Many years ago I worked at Bankers Trust Australia, building derivative product applications with VMS Cobol for the user interface and Fortran for the numerically intensive parts. I mention the technology so that you can understand that this was the early days of the derivatives markets when there were only a few players in Australia, using relatively unsophisticated technology. I remember how proud we were of the first release, particularly of the way we validated all the user input and provided field-by-field feedback to the traders. Then I was lead into a trap.
"Wow, that validation is really impressive. It must have taken you quite a while to do that", said a trader.
"Yeah, it probably took a few weeks to get it all right", we replied.
"So you could have delivered it a few weeks earlier if you hadn't done that?"

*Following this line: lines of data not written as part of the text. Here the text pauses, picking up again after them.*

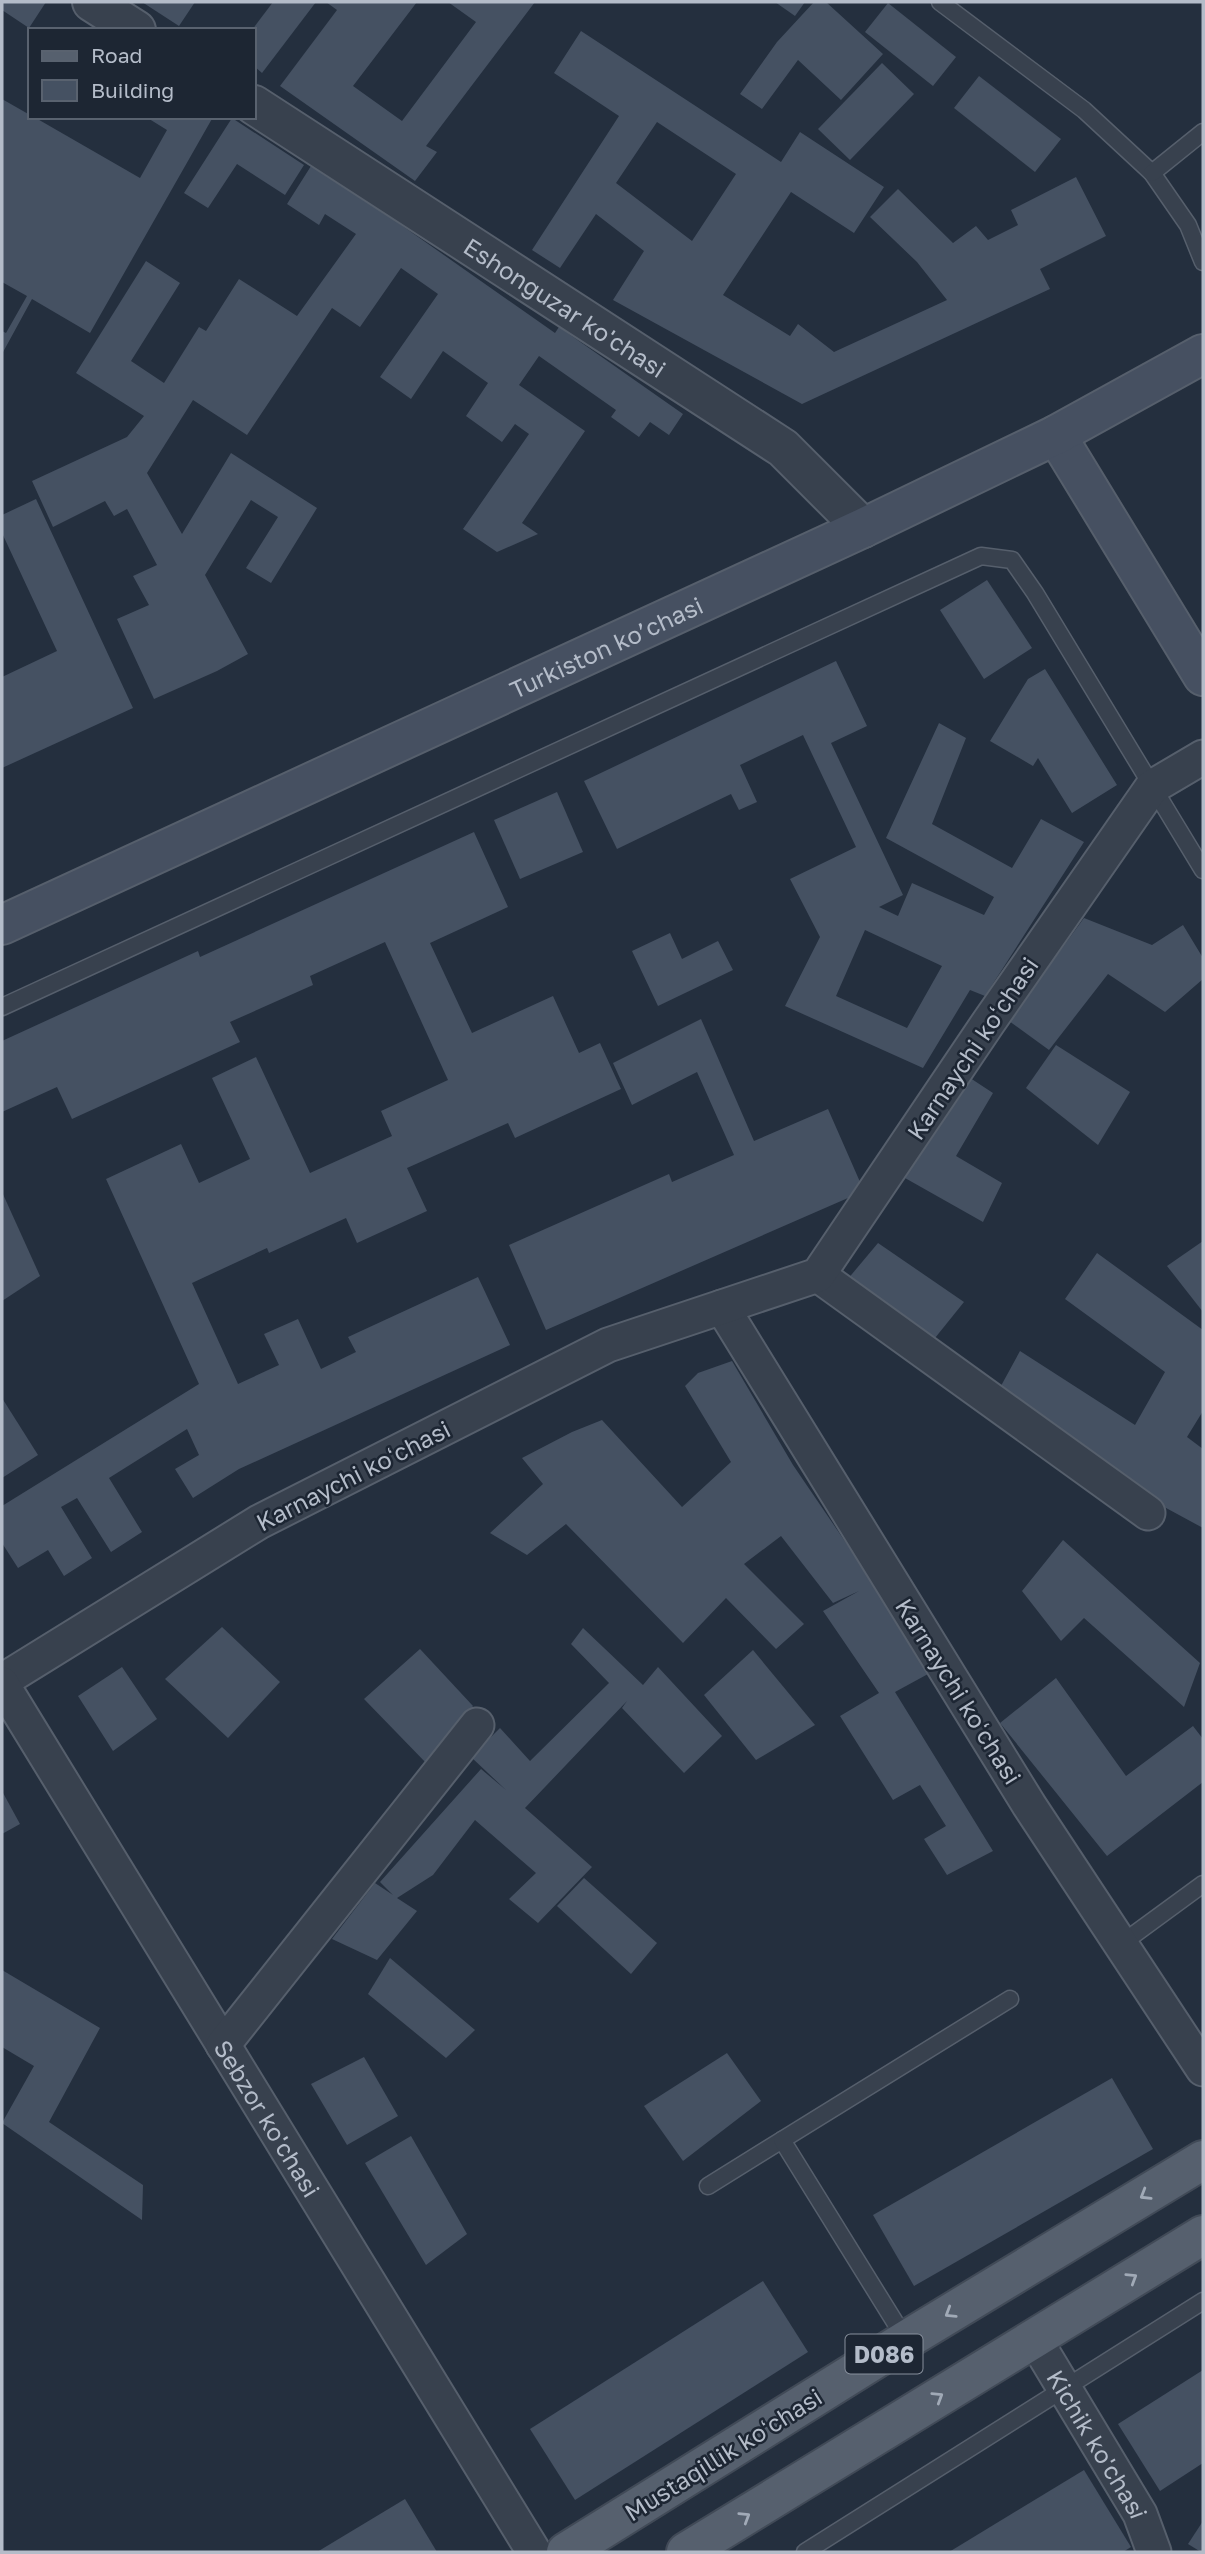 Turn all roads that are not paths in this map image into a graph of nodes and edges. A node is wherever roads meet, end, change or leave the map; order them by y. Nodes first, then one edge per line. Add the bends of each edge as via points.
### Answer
1 (92, 2) edge
2 (940, 2) edge
3 (133, 28) edge
4 (256, 106) edge
5 (1203, 132) edge
6 (1152, 173) junction
7 (1203, 262) edge
8 (1203, 354) edge
9 (1056, 435) junction
10 (863, 528) junction
11 (1203, 676) edge
12 (1203, 757) edge
13 (1152, 788) junction
14 (1203, 870) edge
15 (2, 925) edge
16 (2, 1007) edge
17 (818, 1275) junction
18 (722, 1307) junction
19 (1149, 1513) dead end
20 (2, 1682) edge
21 (477, 1725) dead end
22 (1203, 1884) edge
23 (1121, 1944) junction
24 (1010, 1999) dead end
25 (223, 2045) junction
26 (1203, 2069) edge
27 (782, 2140) junction
28 (1203, 2160) edge
29 (708, 2186) dead end
30 (1203, 2235) edge
31 (1203, 2301) edge
32 (1034, 2339) junction
33 (906, 2340) junction
34 (1063, 2389) junction
35 (534, 2552) edge
36 (566, 2552) edge
37 (686, 2552) edge
38 (805, 2552) edge
39 (1154, 2552) edge

1 - 3 street
2 - 6 lane via 1084,110
4 - 10 street, Eshonguzar ko'chasi via 783,448
5 - 6 lane
6 - 7 lane via 1188,225
8 - 9 main road, Turkiston ko’chasi
9 - 10 main road, Turkiston ko’chasi
9 - 11 main road
10 - 15 main road, Turkiston ko’chasi
12 - 13 street, Karnaychi koʻchasi
13 - 14 lane
13 - 16 lane via 1012,560 981,556
13 - 17 street, Karnaychi koʻchasi
17 - 18 street, Karnaychi koʻchasi
17 - 19 street
18 - 20 street, Karnaychi koʻchasi via 608,1345 259,1522
18 - 23 street, Karnaychi koʻchasi via 1029,1805
20 - 25 street, Sebzor ko'chasi
21 - 25 street
22 - 23 lane
23 - 26 street, Karnaychi koʻchasi
24 - 27 lane
25 - 35 street, Sebzor ko'chasi
27 - 29 lane
27 - 33 lane
28 -> 33 main road, Mustaqillik koʻchasi / D086
32 -> 30 main road, D086
31 - 34 lane
32 - 34 street, Kichik ko'chasi
37 -> 32 main road, D086
33 - 36 main road, Mustaqillik koʻchasi / D086
34 - 38 lane
34 - 39 street, Kichik ko'chasi via 1140,2514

"Yes, but the application would have crashed each time you made a mistake and you'd have had to start again", we said.
"We're pretty smart, and we can learnt to deal with that. Next time we'd rather have the features two weeks earlier so we can make some money from them thanks".
The underlying problem was that we hadn't talked to them about what was important (my excuse is that it was a long time ago and I was young and naive), but the lesson has stuck with me. In that situation, an input function vomiting it's guts on the screen was a scope issue, not a quality issue. In the years since I've regularly heard people say "we cut quality to go faster" or "we cut quality to finish earlier", but when I dig deeper I invariably hear that they altered the behaviour from the end-user perspective, and to me, a developer on a software project, that's cutting scope. I appreciate that other people with different perspectives might consider these features to be the difference between a high-quality or low-quality application, so when we start talking about "quality" we probably need to clearly understand which perspective we're talking about.
I was reminded of that by a recent post by Uncle Bob that starts with "People often make the argument that time to market is more important that quality. I’m not sure just what they mean by that. Do they mean that it’s ok if 20% of the features don’t work so long as they deliver quickly? If so, that’s just stupid.". I think that would be stupid, but what I think people mean is that the internal quality of the code has been sacrificed to reduce initial time to market, which is a very different proposition.